Refactoring is just the process of identifying technical debt and code smells withing the existing program and modifying the code to be more optimized removing these issues without changing the user interface behavior. As Nikolov describes there are many objectives of refactoring such as increasing readability, maintainability, reusability, optimizing the performance, and enforcing code standards. There are many situations you should consider refactoring in. Such as DRY where you find and replace repetitive information with an abstraction that is less likely to change, or when working with someone else’s “bad” coding that you need to build on.

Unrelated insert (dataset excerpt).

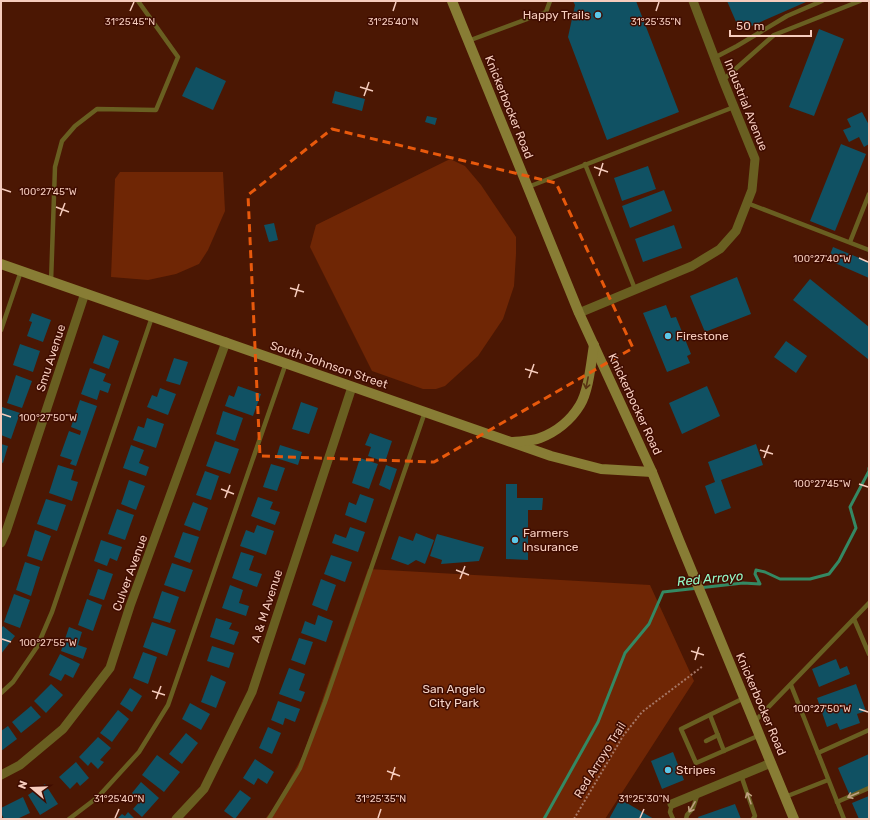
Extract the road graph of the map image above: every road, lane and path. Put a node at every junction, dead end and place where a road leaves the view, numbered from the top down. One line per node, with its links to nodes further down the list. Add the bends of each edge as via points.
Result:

The key takeaway here is that no programmer does the job perfectly the first time. Programs constantly evolve and have changing specifications that must be met. A good programmer is one who can roll with those punches and change the code as needed. Our most recent homework assignment really focused in on this and had us refactor the code we we’re working with three different times each time using a different architecture. In doing so we learned each time how the previous code could be improves upon to function better and with less bugs even though the original code worked fine. Moving from the strategy pattern to the singleton pattern lastly to the simple factory pattern allowed us to see how each new version after refactoring solved a different problem from the previous. Even though they all worked fine we could see the optimization occurring.
Refactoring is certainly a concept I plan on carrying with me into the future. I’m not sure if there’s a good programmer out there that doesn’t use this concept constantly. Having the ability to constantly adapt my code to best suit it to not only its current task but any future ones that may arise is an incredibly good skill to have. I know it will help me not just as a student at Worcester State but as a professional software developer someday too.